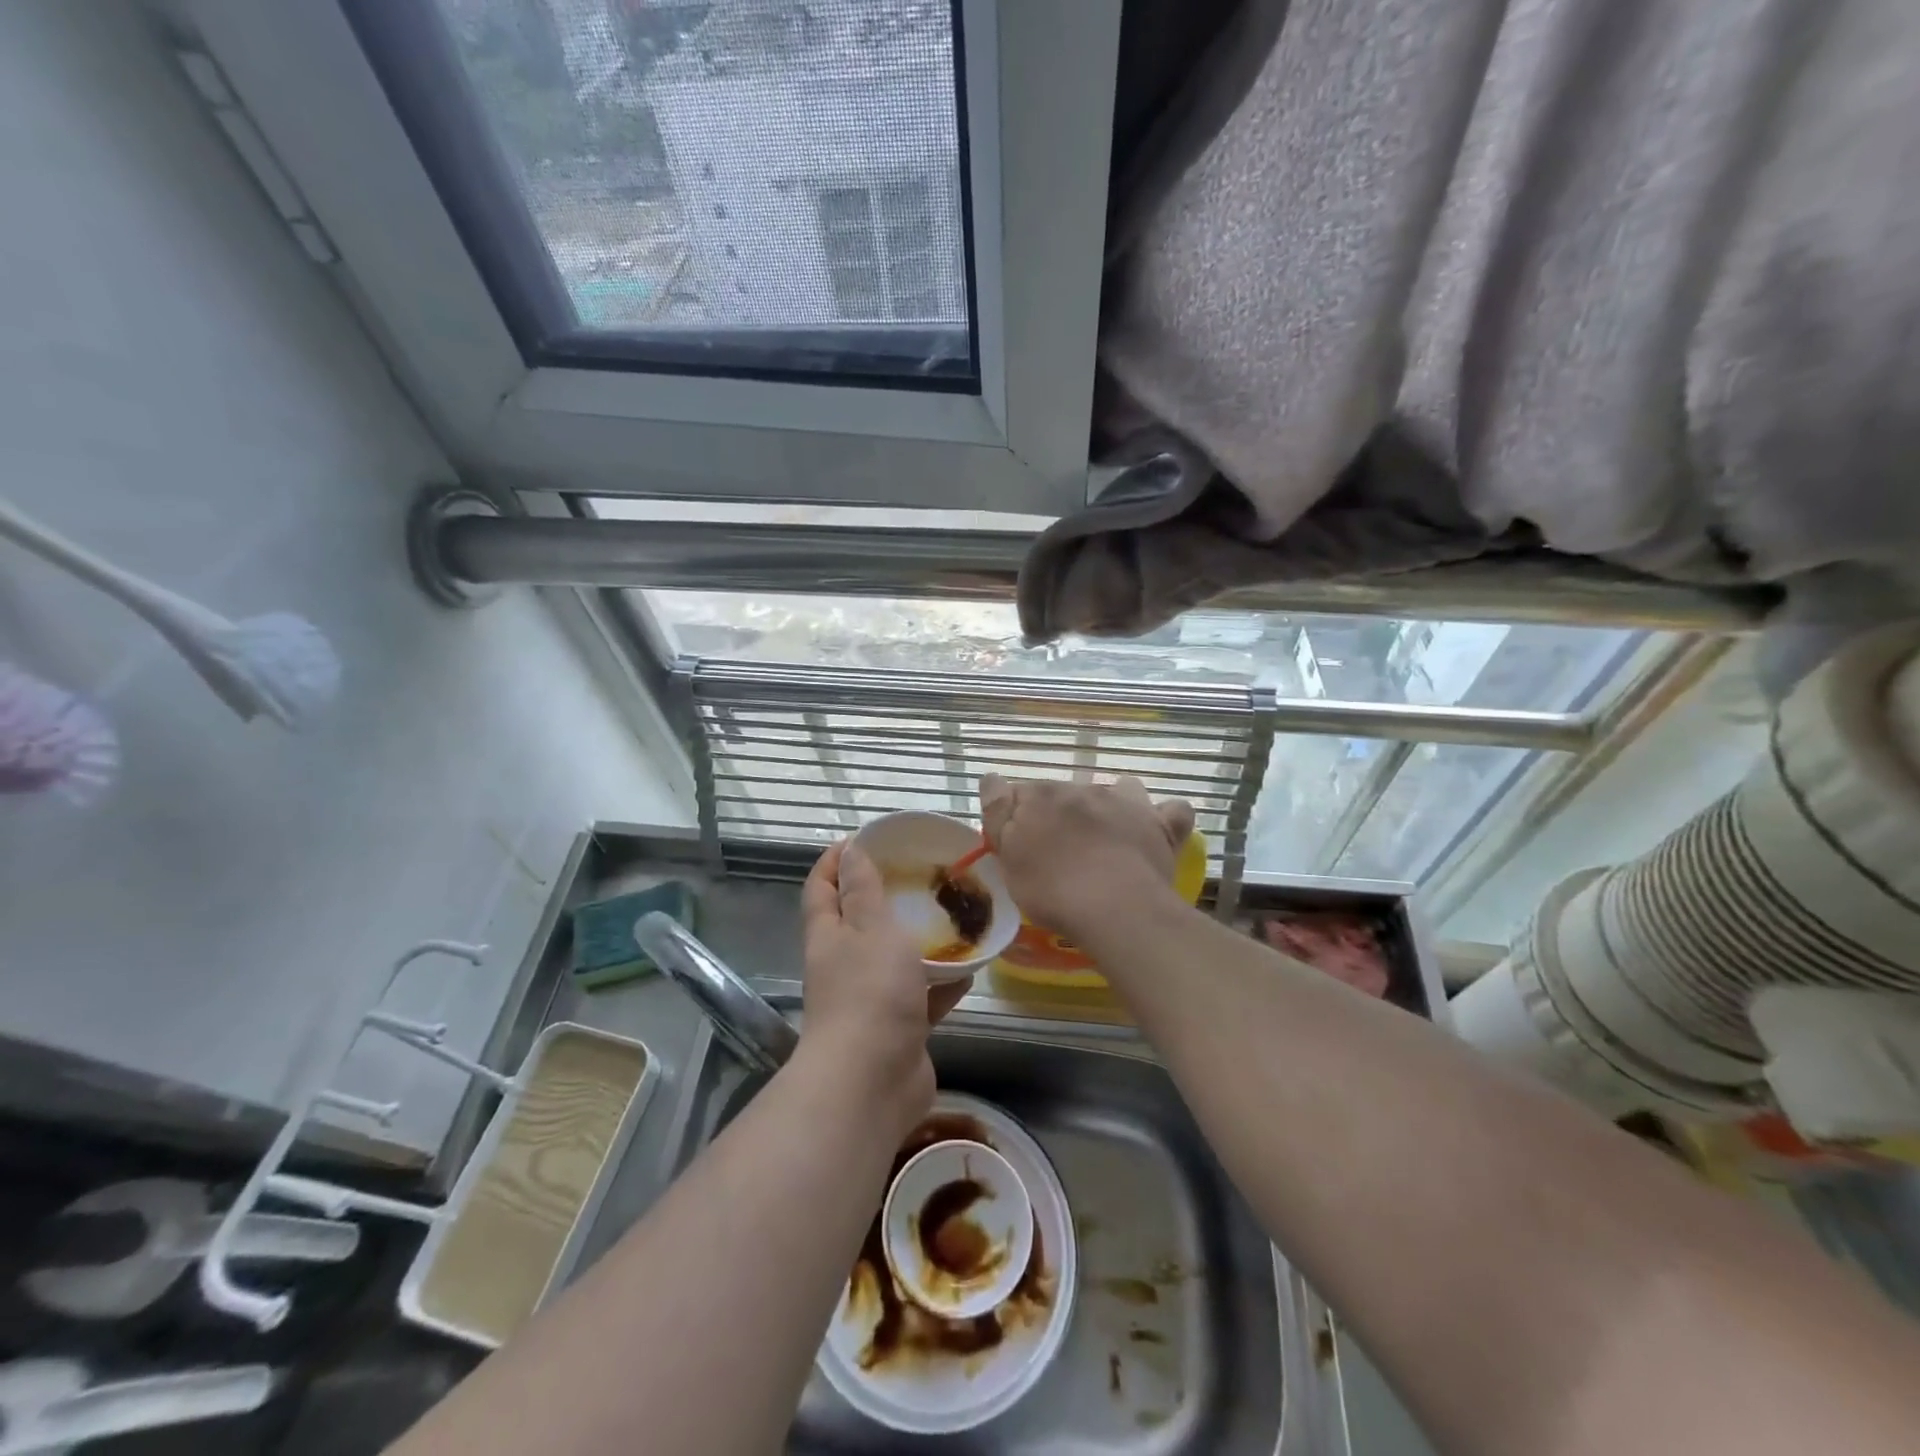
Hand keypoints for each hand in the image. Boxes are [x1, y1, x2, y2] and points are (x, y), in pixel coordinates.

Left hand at [798, 840, 970, 1128]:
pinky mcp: (899, 1028)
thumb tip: (851, 850)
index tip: (861, 838)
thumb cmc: (870, 992)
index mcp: (829, 936)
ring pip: (894, 959)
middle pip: (857, 922)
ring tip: (951, 915)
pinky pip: (922, 996)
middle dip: (881, 896)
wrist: (873, 1081)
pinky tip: (971, 968)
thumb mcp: (871, 928)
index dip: (834, 860)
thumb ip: (864, 890)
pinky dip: (942, 983)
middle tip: (919, 873)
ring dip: (917, 940)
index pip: (822, 887)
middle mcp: (844, 965)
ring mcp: (871, 999)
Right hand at [980, 774, 1193, 942]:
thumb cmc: (1051, 889)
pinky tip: (1158, 830)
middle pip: (1067, 795)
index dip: (1017, 817)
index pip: (1021, 794)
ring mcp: (1126, 803)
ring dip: (1111, 805)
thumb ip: (998, 814)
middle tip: (1060, 854)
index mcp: (1042, 796)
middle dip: (1062, 815)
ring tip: (1108, 837)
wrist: (1114, 907)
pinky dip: (1165, 817)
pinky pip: (1172, 811)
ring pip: (1119, 790)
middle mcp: (1083, 789)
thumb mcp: (1009, 858)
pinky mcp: (1160, 825)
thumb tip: (992, 779)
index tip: (1018, 844)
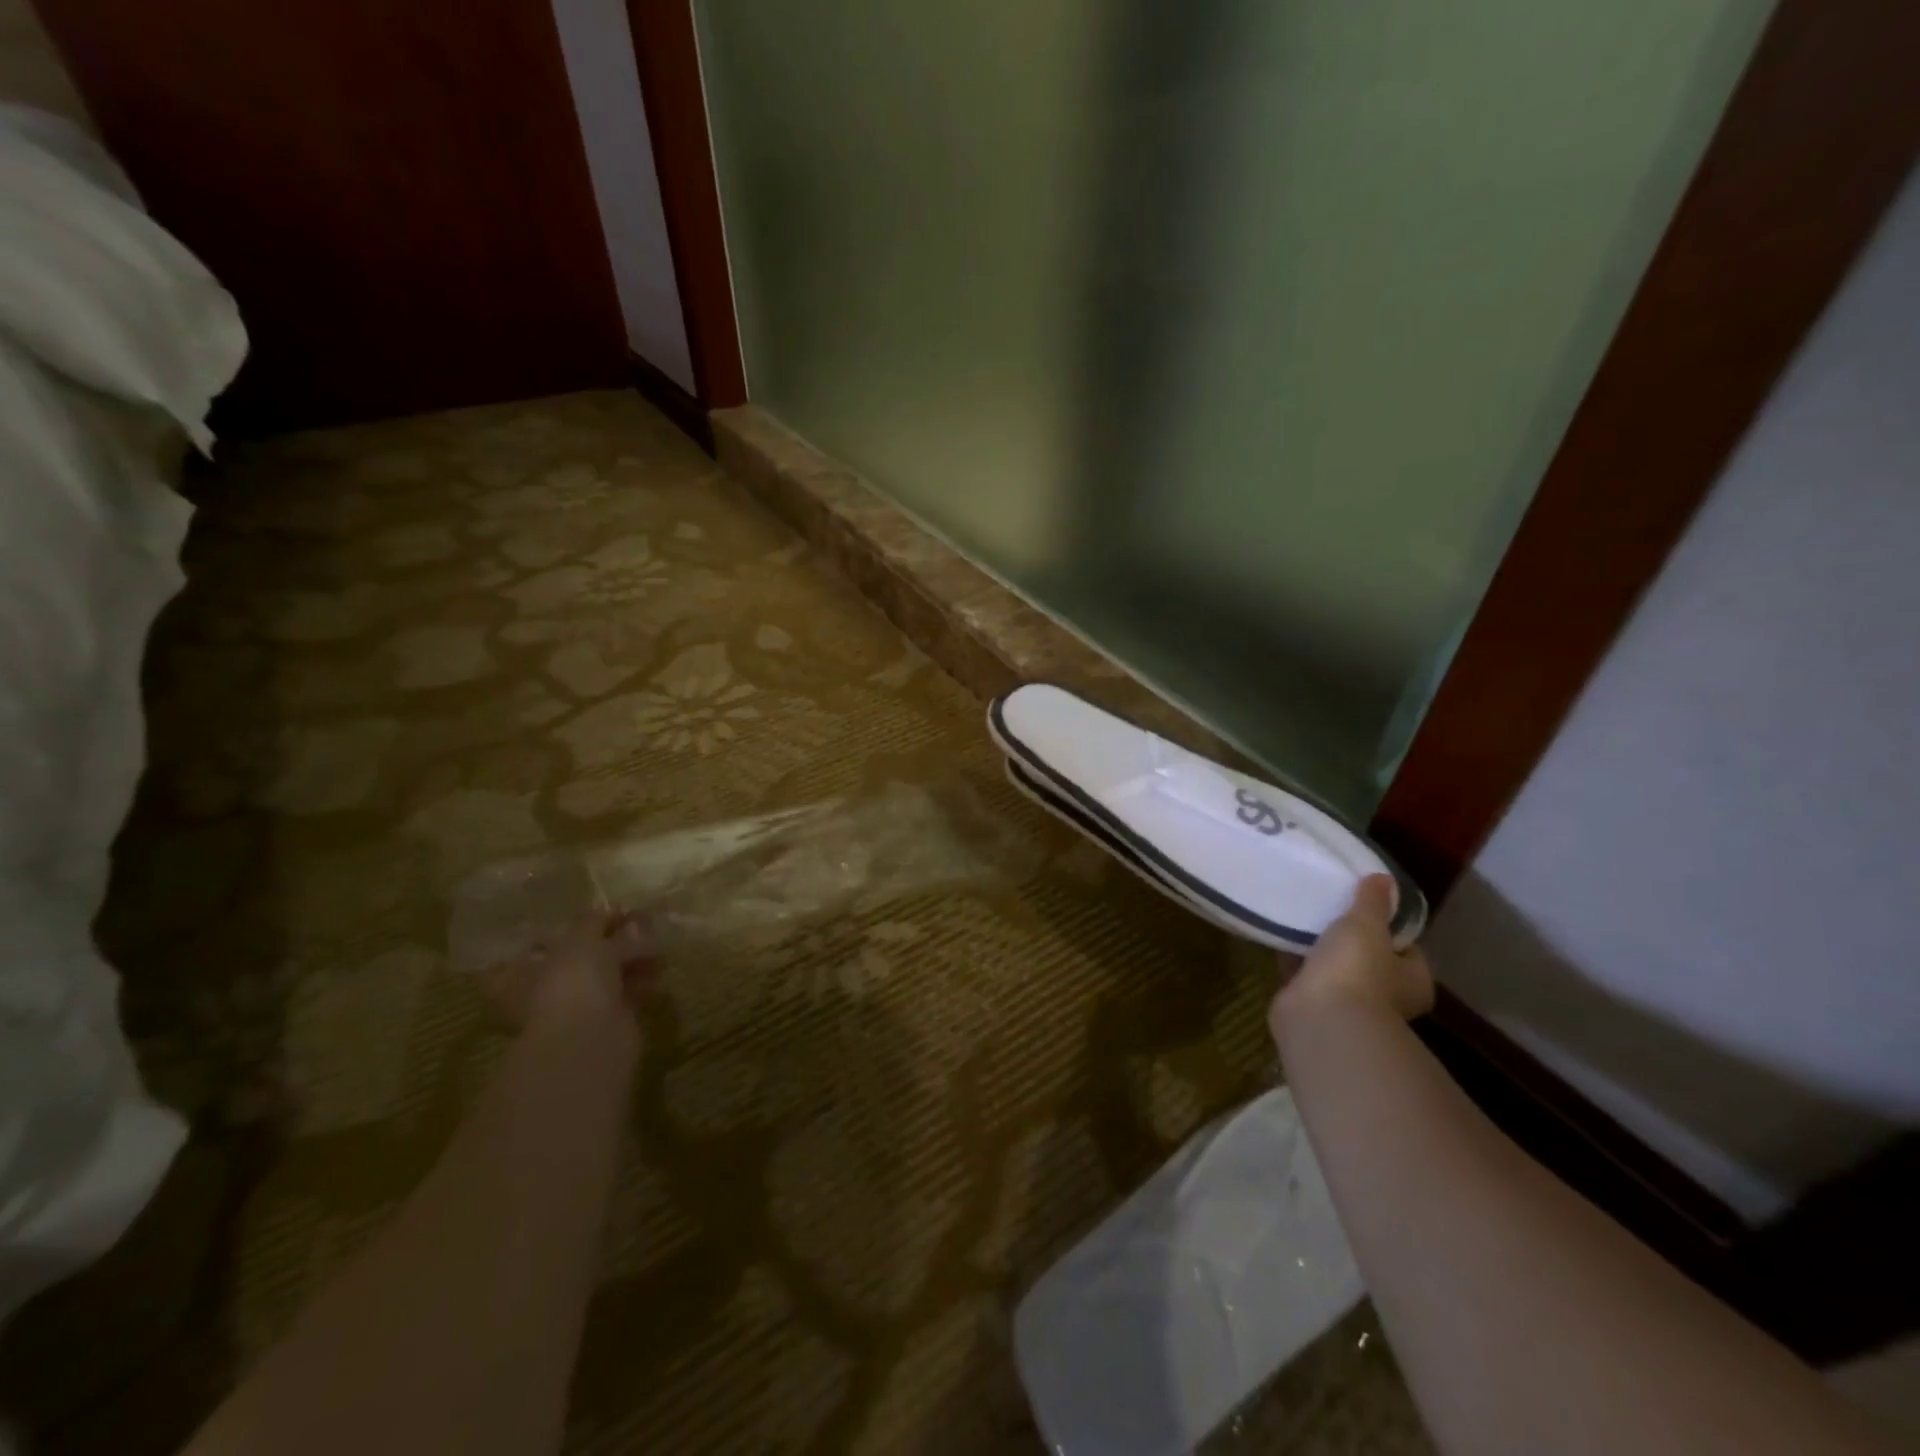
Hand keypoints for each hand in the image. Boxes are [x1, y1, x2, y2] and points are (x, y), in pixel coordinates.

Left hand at [482, 910, 656, 1036]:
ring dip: (634, 957)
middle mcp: (554, 986)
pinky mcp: (612, 1017)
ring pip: (611, 972)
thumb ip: (595, 921)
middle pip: (587, 955)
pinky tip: (658, 968)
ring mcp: (583, 1004)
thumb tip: (610, 909)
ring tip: (656, 943)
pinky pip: (629, 991)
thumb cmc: (575, 982)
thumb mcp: (582, 939)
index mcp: (533, 968)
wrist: (591, 1038)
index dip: (581, 926)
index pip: (551, 940)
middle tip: (642, 922)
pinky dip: (643, 979)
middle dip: (614, 938)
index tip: (611, 913)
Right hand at [1271, 874, 1433, 1042]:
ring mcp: (1348, 1004)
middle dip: (1350, 939)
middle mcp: (1386, 997)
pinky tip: (1280, 937)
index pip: (1407, 949)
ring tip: (1302, 918)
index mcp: (1413, 981)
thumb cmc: (1357, 969)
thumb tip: (1385, 879)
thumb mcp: (1366, 924)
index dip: (1389, 928)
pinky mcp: (1313, 1006)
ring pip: (1334, 969)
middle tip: (1330, 909)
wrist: (1320, 1018)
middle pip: (1369, 959)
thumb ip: (1373, 901)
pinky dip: (1294, 960)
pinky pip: (1304, 975)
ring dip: (1320, 949)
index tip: (1367, 906)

══════════

--- WHAT TO WORK ON ---
Every line from the one containing "wrist: (1320, 1018)" through the last line of the entries above must be output exactly. Leave the rest out.

--- ANSWER BOX ---
wrist: (1320, 1018)
middle pip: (1369, 959)
thumb ip: (1373, 901)
pinky dip: (1294, 960)
pinky pip: (1304, 975)
ring dip: (1320, 949)
index tip: (1367, 906)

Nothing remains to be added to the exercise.